- Goal of the exercise: Below are the records; copy exactly the lines from the first through the one containing "padding:0 12px; border-radius:4px;", both included, and leave out the pictures.

- Dataset records:
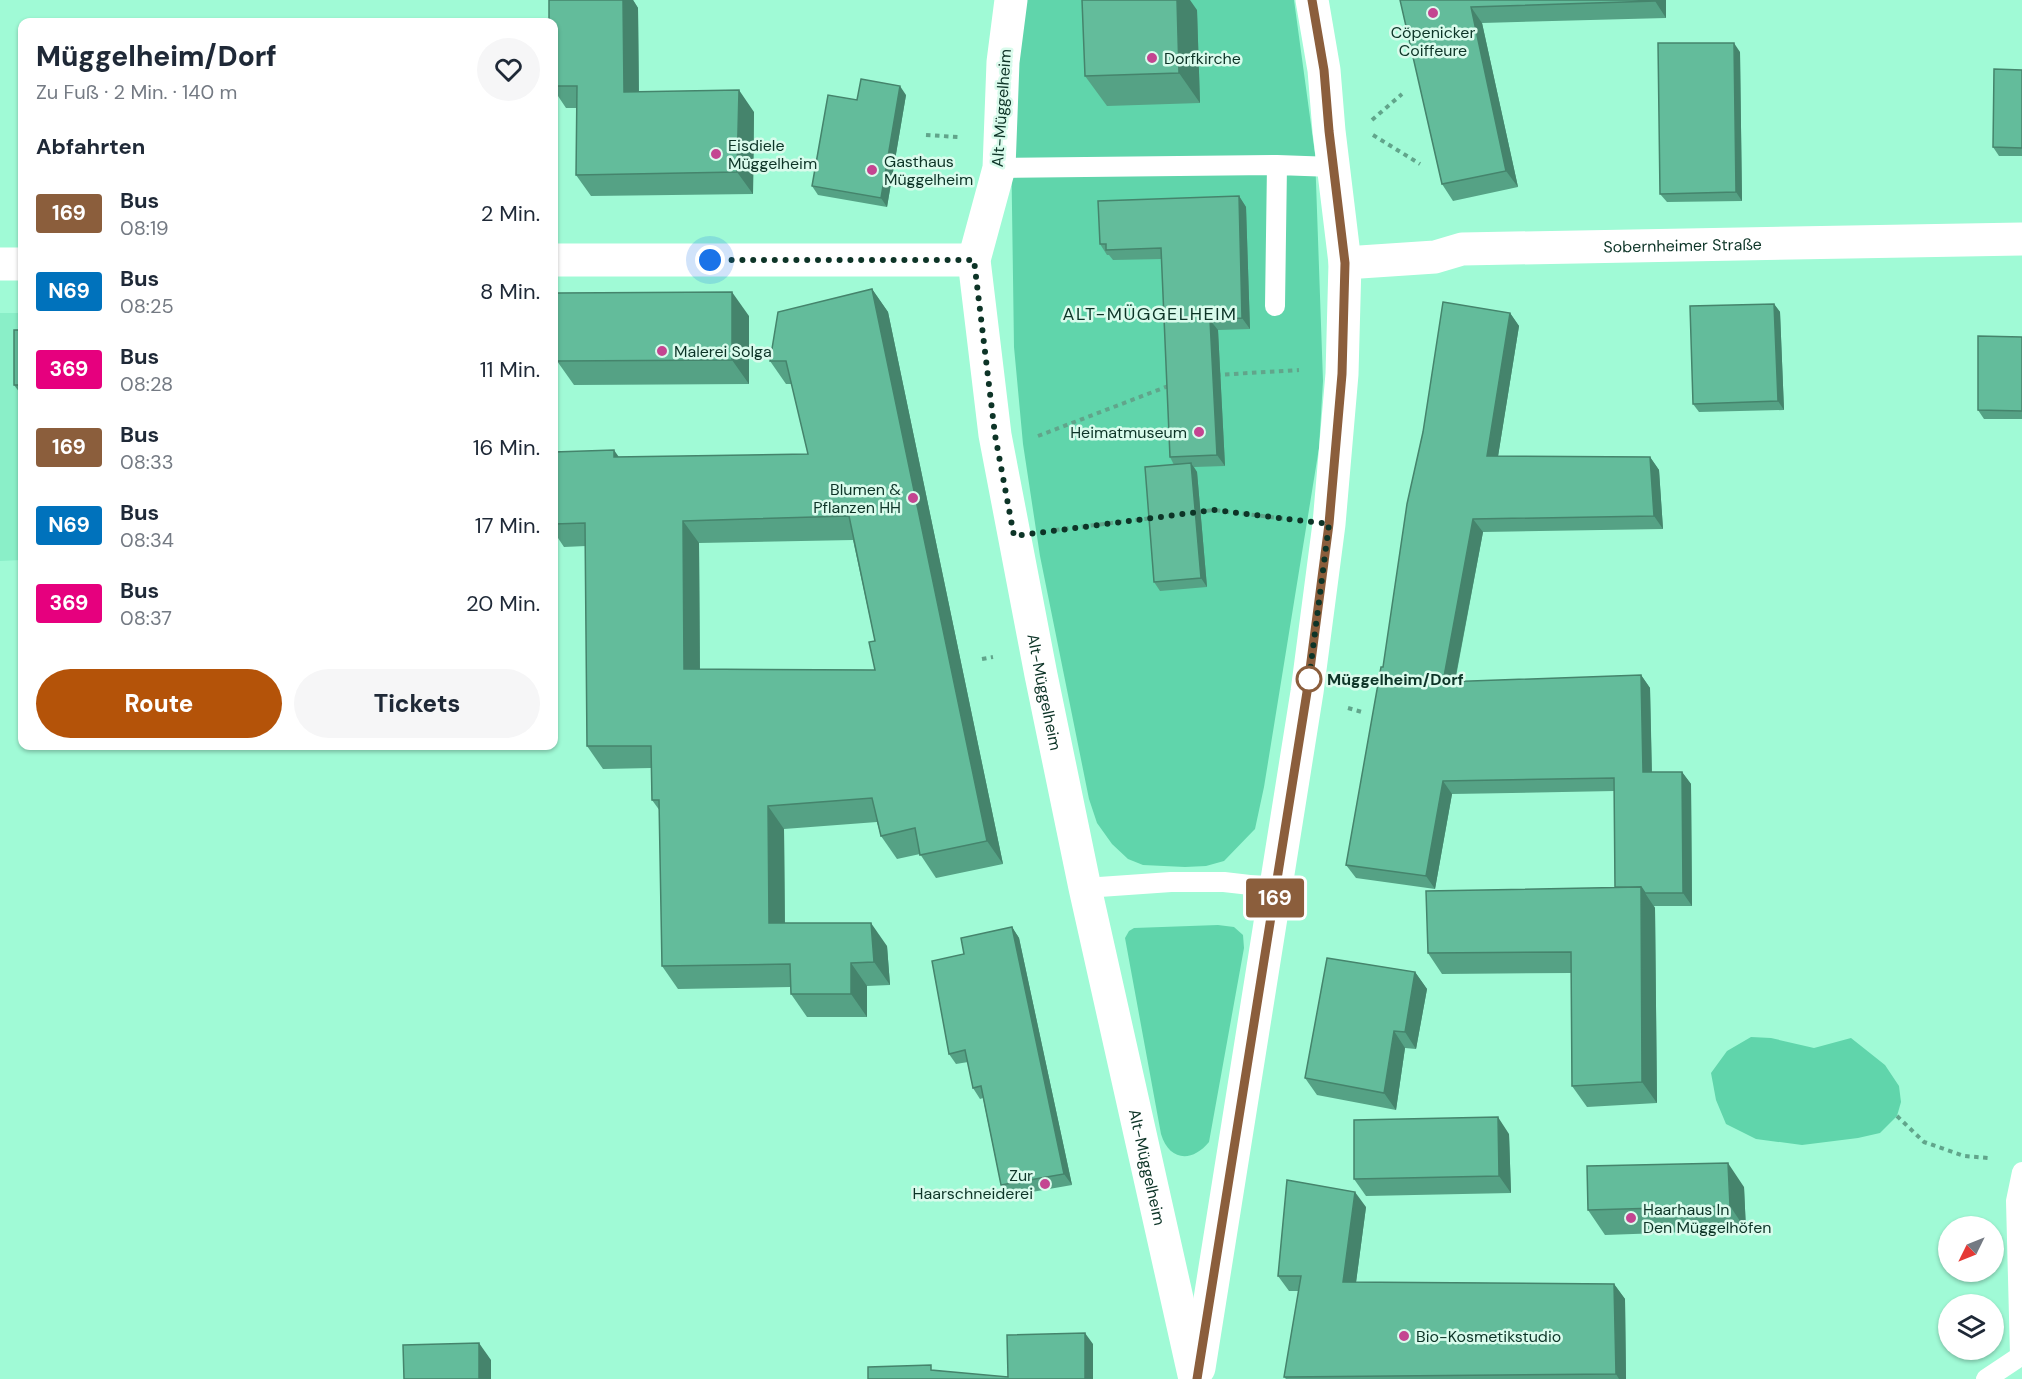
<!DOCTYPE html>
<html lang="de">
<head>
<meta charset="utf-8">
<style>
  body { margin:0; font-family:"DM Sans",sans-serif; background:#f6f6f7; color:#1f2937; height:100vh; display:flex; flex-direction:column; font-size:22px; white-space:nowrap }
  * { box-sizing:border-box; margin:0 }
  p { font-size:20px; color:#747a83 }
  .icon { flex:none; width:33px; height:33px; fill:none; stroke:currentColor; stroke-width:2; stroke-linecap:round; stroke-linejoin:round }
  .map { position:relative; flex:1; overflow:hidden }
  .panel { position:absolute; left:18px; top:18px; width:540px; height:732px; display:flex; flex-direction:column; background:#fff; border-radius:12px; box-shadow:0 2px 4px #0004 }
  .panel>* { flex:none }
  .badge { padding:0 12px; border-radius:4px; font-size:21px; line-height:39px }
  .needle { width:39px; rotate:227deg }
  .tools { position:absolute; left:1938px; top:1216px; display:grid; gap:12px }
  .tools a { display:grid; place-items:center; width:66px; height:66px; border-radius:50%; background:#fff; box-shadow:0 2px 4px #0004; font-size:30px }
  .you { position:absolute; width:30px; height:30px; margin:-15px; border:4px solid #fff; border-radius:50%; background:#1a73e8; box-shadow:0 0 0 9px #1a73e833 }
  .map>.badge { position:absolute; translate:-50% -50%; box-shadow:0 0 0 3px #fff }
  h2 { padding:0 18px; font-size:22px; line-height:54px }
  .round { display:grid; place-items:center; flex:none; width:63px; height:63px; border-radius:32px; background:#f6f6f7 }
  .summary { display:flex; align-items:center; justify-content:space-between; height:102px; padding:0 18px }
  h1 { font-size:28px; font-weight:800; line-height:45px }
  .button { display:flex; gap:12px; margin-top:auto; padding:12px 18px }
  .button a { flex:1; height:69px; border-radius:36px; background:#b45309; color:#fff; font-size:24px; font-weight:800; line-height:69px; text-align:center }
  .button a+a { background:#f6f6f7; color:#1f2937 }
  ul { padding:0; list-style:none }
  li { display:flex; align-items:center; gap:18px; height:78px; padding:0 18px }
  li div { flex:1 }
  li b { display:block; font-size:22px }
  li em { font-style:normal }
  li .badge { min-width:66px; font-weight:700; text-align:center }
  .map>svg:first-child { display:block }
  .built { fill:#8aefc8 }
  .green { fill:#60d5ab }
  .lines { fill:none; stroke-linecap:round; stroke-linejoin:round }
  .path { stroke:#61a58b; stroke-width:4; stroke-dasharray:4.5 4.5; stroke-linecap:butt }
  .service { stroke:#fff; stroke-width:20 }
  .minor { stroke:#fff; stroke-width:33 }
  .tertiary { stroke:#fff; stroke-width:33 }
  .secondary { stroke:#fff; stroke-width:33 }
  .wall { fill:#55a285; fill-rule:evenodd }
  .shaded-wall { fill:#45846c }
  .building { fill:#63bc9b; stroke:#45846c; stroke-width:1.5; fill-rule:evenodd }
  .line-casing { stroke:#fff; stroke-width:14 }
  .line { stroke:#8b5e3c; stroke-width:9 }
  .walk { stroke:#0d3427; stroke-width:6; stroke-dasharray:0 10.8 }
  .poi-dot { fill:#c44591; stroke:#d9fbec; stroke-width:2 }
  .stop-dot { fill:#fff; stroke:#8b5e3c; stroke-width:3 }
  .labels { text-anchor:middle; stroke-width:5; stroke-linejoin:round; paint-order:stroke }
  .poi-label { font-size:16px; fill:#0d3427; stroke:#d9fbec; text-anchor:start }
  .street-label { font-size:16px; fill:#0d3427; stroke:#d9fbec }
  .stop-label { font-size:16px; font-weight:bold; fill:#0d3427; stroke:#d9fbec; text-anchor:start }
  .neighbourhood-label { font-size:18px; letter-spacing:1.5px; fill:#0d3427; stroke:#d9fbec }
</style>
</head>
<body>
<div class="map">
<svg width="2022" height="1379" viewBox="0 0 2022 1379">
  <rect width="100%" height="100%" fill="#a0fad6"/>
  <path class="built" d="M 0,313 L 22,313 L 22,560 L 0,561 Z"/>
  <path class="green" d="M 1021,0 L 1294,0 L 1315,154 L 1323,381 L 1319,448 L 1264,787 L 1255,829 L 1224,861 L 1206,866 L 1185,867 L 1143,865 L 1128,859 L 1112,844 L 1097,823 L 1089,799 L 1040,556 L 1023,444 L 1014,347 L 1011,138 Z
    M 1218,925 L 1234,927 L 1243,935 L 1244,948 L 1209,1142 C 1192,1163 1169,1161 1161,1134 L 1125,938 L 1129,931 L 1134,928 Z
    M 1751,1037 L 1771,1038 L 1814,1048 L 1851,1038 L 1885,1065 L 1899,1086 L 1901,1102 L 1897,1116 L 1880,1133 L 1858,1138 L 1802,1145 L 1756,1139 L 1726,1124 L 1716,1100 L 1711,1073 L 1727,1051 Z"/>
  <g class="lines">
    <path class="path" d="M 1372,120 L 1402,94
      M 926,135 L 958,137
      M 1373,135 L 1420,164
      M 1216,375 L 1299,370
      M 1038,436 L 1171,385
      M 1198,512 L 1214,510 L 1286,519
      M 1055,530 L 1152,518
      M 982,659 L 993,657
      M 1348,708 L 1362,712
      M 1897,1116 L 1924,1142 L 1964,1156 L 1988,1158"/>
    <path class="service" d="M 999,168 L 1277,165 L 1333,167
      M 1275,306 L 1277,165
      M 1085,888 L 1171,882 L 1224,882 L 1276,888
      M 2020,1355 L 2016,1201 L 2022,1172
      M 1986,1379 L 2022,1355"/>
    <path class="minor" id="s1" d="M 1345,263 L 1435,257 L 1462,249 L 2022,239"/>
    <path class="tertiary" d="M 554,260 L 974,260
      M 0,264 L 22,264"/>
    <g class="secondary">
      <path id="s2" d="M 1011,0 L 1003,62 L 999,168 L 974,260 L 995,435 L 1041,675 L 1085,888 L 1195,1379"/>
      <path d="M 1199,1368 L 1307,692 L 1329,524 L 1342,374 L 1345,263 L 1329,131 L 1324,70 L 1312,0"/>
    </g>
  </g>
  <path class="wall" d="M 549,0 L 633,0 L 638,8 L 639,92 L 754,112 L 753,194 L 591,196 L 576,175 L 577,108 L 566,108 L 554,90 L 554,22 Z
    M 1400,0 L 1666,0 L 1666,18 L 1482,23 L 1518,187 L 1453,201 L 1442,184 Z
    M 1197,10 L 1200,103 L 1107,106 L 1085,76 Z
    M 1740,52 L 1742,201 L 1667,202 L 1660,194 Z
    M 2022,70 L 2022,156 L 1999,156 L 1993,147 Z
    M 906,95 L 887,207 L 818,195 L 812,186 L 857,100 Z
    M 1239,196 L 1246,207 L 1250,329 L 1218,330 L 1225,466 L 1194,467 L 1197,472 L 1207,587 L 1160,591 L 1154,582 L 1174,465 L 1170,457 L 1162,259 L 1113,260 L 1109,255 L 1107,255 L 1100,244 Z
    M 872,289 L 888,312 L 1003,864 L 936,878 L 920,854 L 897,859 L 881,836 L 877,822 L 784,829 L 785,923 L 887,946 L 890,985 L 867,986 L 867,1017 L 807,1017 L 791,994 L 791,987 L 678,989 L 662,966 L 660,811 L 652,800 L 651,768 L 603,769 L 587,746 L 586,546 L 564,547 L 554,532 L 554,524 L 619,457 L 808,454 L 792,384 L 786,384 L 770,361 ZM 853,540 L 875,641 L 875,670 L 700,669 L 699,543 Z
    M 1774,304 L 1780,312 L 1784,410 L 1699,412 L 1693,404 Z
    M 1510,313 L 1519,326 L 1498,456 L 1650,457 L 1659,470 L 1663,529 L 1483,532 L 1455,682 L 1641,675 L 1650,688 L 1652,772 L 1682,772 L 1691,784 L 1692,906 L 1654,906 L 1655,908 L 1657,1103 L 1587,1107 L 1572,1086 L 1571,973 L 1442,974 L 1428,953 L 1615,887 L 1614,791 L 1452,794 L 1435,889 L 1356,878 L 1346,865 L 1383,667 Z
    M 749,316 L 749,384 L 574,385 L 557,361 Z
    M 22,330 L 22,393 L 20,393 L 14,385 Z
    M 2022,337 L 2022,419 L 1984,419 L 1978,410 Z
    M 1012,927 L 1019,938 L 1072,1185 L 1008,1196 L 1001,1185 L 983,1098 L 980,1099 L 973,1088 L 968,1062 L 956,1064 L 949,1054 L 964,954 Z
    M 1415,972 L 1427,989 L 1416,1049 L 1405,1048 L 1396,1110 L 1317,1095 L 1305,1078 Z
    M 1509,1134 L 1511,1193 L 1366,1196 L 1354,1179 Z
    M 1744,1187 L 1746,1230 L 1605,1235 L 1588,1210 Z
    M 1366,1207 L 1356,1282 L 1614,1284 L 1625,1299 L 1626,1379 L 1286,1379 L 1284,1377 L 1299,1291 L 1289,1291 L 1278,1276 Z"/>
  <path class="shaded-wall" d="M 623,0 L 633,0 L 638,8 L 639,114 L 624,92 Z
    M 1177,0 L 1190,0 L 1197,10 L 1200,103 L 1179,73 Z
    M 1655,0 L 1666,0 L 1666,18 L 1655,1 Z
    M 1471,7 L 1482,23 L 1518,187 L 1506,171 Z
    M 1734,43 L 1740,52 L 1742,201 L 1736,192 Z
    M 900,86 L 906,95 L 887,207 L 881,198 Z
    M 739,90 L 754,112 L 753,194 L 737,172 Z
    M 1239,196 L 1246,207 L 1250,329 L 1242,318 Z
    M 872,289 L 888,312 L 1003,864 L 987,841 Z
    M 732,292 L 749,316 L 749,384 L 732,360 Z
    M 1774,304 L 1780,312 L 1784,410 L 1778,401 Z
    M 1510,313 L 1519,326 L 1496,469 L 1487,456 Z
    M 1210,320 L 1218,330 L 1225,466 L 1217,455 Z
    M 614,450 L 630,473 L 614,457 Z
    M 1650,457 L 1659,470 L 1663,529 L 1654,516 Z
    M 1191,463 L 1197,472 L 1207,587 L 1201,578 Z
    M 1473,519 L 1483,532 L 1452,695 L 1443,682 Z
    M 683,521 L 699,543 L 700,692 L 684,669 Z
    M 1641,675 L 1650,688 L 1652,785 L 1643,772 Z
    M 1682,772 L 1691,784 L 1692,906 L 1683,893 Z
    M 1443,781 L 1452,794 L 1435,889 L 1426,876 Z
    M 768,806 L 784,829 L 785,946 L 769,923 Z
    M 1641,887 L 1655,908 L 1657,1103 L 1642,1082 Z
    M 871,923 L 887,946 L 890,985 L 874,962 Z
    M 1012,927 L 1019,938 L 1072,1185 L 1064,1174 Z
    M 851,963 L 867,986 L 867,1017 L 851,994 Z
    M 1415,972 L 1427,989 L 1416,1049 L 1405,1032 Z
    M 1394,1031 L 1405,1048 L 1396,1110 L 1384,1093 Z
    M 1498,1117 L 1509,1134 L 1511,1193 L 1499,1176 Z
    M 1728,1163 L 1744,1187 L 1746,1230 L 1730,1206 Z
    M 1355,1192 L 1366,1207 L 1354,1298 L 1343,1282 Z
    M 1614,1284 L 1625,1299 L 1626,1379 L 1619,1379 L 1616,1374 Z
    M 1085,1333 L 1093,1344 L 1093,1379 L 1085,1379 Z
    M 479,1343 L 491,1360 L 491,1379 L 479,1379 Z"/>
  <path class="building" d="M 549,0 L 623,0 L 624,92 L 739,90 L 737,172 L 576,175 L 577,86 L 554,86 L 554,22 L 549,22 Z
    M 1082,0 L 1177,0 L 1179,73 L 1085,76 Z
    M 1400,0 L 1655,0 L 1655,1 L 1471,7 L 1506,171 L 1442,184 Z
    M 1658,43 L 1734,43 L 1736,192 L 1660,194 Z
    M 1994,69 L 2022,70 L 2022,148 L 1993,147 Z
    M 861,79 L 900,86 L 881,198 L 812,186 L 828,95 L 857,100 Z
    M 1239,196 L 1242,318 L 1210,320 L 1217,455 L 1170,457 L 1161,248 L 1106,250 L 1106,244 L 1100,244 L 1098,201 Z
    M 872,289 L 987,841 L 920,855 L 915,828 L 881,836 L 872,798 L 768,806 L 769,923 L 871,923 L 874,962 L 851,963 L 851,994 L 791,994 L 790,964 L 662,966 L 659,800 L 652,800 L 651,746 L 587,746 L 585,523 L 554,524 L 554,452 L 614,450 L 614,457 L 808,454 L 786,361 L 770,361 L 778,312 ZM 849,516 L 875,641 L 869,642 L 875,670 L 684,669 L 683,521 Z
    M 732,292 L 732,360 L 557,361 L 557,293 Z
    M 1443,302 L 1510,313 L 1487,456 L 1650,457 L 1654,516 L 1473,519 L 1443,682 L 1641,675 L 1643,772 L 1682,772 L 1683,893 L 1645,893 L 1641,887 L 1615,887 L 1614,778 L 1443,781 L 1426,876 L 1346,865 L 1381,667 L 1383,667 L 1407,504 L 1423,432 Z
    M 1774,304 L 1778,401 L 1693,404 L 1690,306 Z
    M 14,330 L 22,330 L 22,385 L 14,385 Z
    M 1978,336 L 2022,337 L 2022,411 L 1978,410 Z
    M 1191,463 L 1201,578 L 1154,582 L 1145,467 Z
    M 1641,887 L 1642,1082 L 1572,1086 L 1571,952 L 1428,953 L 1426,891 Z
    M 1012,927 L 1064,1174 L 1001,1185 L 981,1086 L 973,1088 L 965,1050 L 949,1054 L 932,961 L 964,954 L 961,938 Z
    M 1327,958 L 1415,972 L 1405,1032 L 1394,1031 L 1384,1093 L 1305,1078 Z
    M 1498,1117 L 1499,1176 L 1354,1179 L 1354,1120 Z
    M 1728,1163 L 1730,1206 L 1588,1210 L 1587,1166 Z
    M 1287,1180 L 1355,1192 L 1343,1282 L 1614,1284 L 1616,1374 L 1284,1377 L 1301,1276 L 1278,1276 Z
    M 1085,1333 L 1085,1379 L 868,1379 L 868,1367 L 931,1365 L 931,1370 L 1008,1377 L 1007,1335 Z
    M 479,1343 L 479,1379 L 404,1379 L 403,1345 Z"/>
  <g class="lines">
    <g class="line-casing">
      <path id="line" d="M 1197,1379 L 1307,692 L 1329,524 L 1342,374 L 1345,263 L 1329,131 L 1324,70 L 1312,0"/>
    </g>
    <use href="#line" class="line"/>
    <path class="walk" d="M 710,260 L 974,260 L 995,435 L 1014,536 L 1214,510 L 1329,524 L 1309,679"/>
  </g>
  <g class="poi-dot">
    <circle cx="1433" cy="13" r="6"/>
    <circle cx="1152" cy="58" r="6"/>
    <circle cx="716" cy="154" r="6"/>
    <circle cx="872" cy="170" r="6"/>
    <circle cx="662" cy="351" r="6"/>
    <circle cx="1199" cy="432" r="6"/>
    <circle cx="913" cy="498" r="6"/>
    <circle cx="1045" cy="1184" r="6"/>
    <circle cx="1631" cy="1218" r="6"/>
    <circle cx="1404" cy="1336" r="6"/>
  </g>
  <circle class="stop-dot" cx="1309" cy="679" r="12"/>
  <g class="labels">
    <g class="poi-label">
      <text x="1433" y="38" text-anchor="middle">Cöpenicker<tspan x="1433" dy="18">Coiffeure</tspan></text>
      <text x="1164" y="64">Dorfkirche</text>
      <text x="728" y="151">Eisdiele<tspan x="728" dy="18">Müggelheim</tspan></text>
      <text x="884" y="167">Gasthaus<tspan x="884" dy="18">Müggelheim</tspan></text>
      <text x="674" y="357">Malerei Solga</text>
      <text x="1187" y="438" text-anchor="end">Heimatmuseum</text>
      <text x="901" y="495" text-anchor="end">Blumen &amp;<tspan x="901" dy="18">Pflanzen HH</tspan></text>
      <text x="1033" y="1181" text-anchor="end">Zur<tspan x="1033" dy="18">Haarschneiderei</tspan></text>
      <text x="1643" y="1215">Haarhaus In<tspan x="1643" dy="18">Den Müggelhöfen</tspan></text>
      <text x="1416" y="1342">Bio-Kosmetikstudio</text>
    </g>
    <g class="street-label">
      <text transform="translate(1001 108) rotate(-86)" y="6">Alt-Müggelheim</text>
      <text dy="6" stroke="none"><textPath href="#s1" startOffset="339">Sobernheimer Straße</textPath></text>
      <text dy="6" stroke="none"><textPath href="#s2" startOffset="702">Alt-Müggelheim</textPath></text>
      <text dy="6" stroke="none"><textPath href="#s2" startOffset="1188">Alt-Müggelheim</textPath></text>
    </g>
    <g class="stop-label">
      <text x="1327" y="685">Müggelheim/Dorf</text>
    </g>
    <g class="neighbourhood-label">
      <text x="1150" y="320">ALT-MÜGGELHEIM</text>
    </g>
  </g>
</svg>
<div class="tools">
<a><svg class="needle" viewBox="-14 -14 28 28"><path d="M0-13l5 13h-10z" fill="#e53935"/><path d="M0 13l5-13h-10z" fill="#747a83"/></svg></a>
<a><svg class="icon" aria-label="layers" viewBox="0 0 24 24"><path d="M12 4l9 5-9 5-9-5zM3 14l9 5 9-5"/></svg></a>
</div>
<div class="you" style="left:710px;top:260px"></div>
<b class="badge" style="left:1275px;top:898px;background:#8b5e3c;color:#fff">169</b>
<section class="panel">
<div class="summary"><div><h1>Müggelheim/Dorf</h1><p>Zu Fuß · 2 Min. · 140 m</p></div><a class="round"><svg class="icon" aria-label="heart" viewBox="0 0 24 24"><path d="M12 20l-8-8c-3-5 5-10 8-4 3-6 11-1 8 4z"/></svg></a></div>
<h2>Abfahrten</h2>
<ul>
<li><span class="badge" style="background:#8b5e3c;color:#fff">169</span><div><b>Bus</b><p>08:19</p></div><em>2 Min.</em></li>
<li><span class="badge" style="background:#0072bc;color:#fff">N69</span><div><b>Bus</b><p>08:25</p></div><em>8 Min.</em></li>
<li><span class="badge" style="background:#e6007e;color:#fff">369</span><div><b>Bus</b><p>08:28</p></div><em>11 Min.</em></li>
<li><span class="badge" style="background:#8b5e3c;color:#fff">169</span><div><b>Bus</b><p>08:33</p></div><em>16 Min.</em></li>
<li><span class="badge" style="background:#0072bc;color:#fff">N69</span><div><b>Bus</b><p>08:34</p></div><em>17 Min.</em></li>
<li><span class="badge" style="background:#e6007e;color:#fff">369</span><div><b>Bus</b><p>08:37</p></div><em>20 Min.</em></li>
</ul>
<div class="button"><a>Route</a><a>Tickets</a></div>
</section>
</div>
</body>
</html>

- Problem solution:
<!DOCTYPE html>
<html lang="de">
<head>
<meta charset="utf-8">
<style>
  body { margin:0; font-family:"DM Sans",sans-serif; background:#f6f6f7; color:#1f2937; height:100vh; display:flex; flex-direction:column; font-size:22px; white-space:nowrap }
  * { box-sizing:border-box; margin:0 }
  p { font-size:20px; color:#747a83 }
  .icon { flex:none; width:33px; height:33px; fill:none; stroke:currentColor; stroke-width:2; stroke-linecap:round; stroke-linejoin:round }
  .map { position:relative; flex:1; overflow:hidden }
  .panel { position:absolute; left:18px; top:18px; width:540px; height:732px; display:flex; flex-direction:column; background:#fff; border-radius:12px; box-shadow:0 2px 4px #0004 }
  .panel>* { flex:none }
  .badge { padding:0 12px; border-radius:4px; font-size:21px; line-height:39px }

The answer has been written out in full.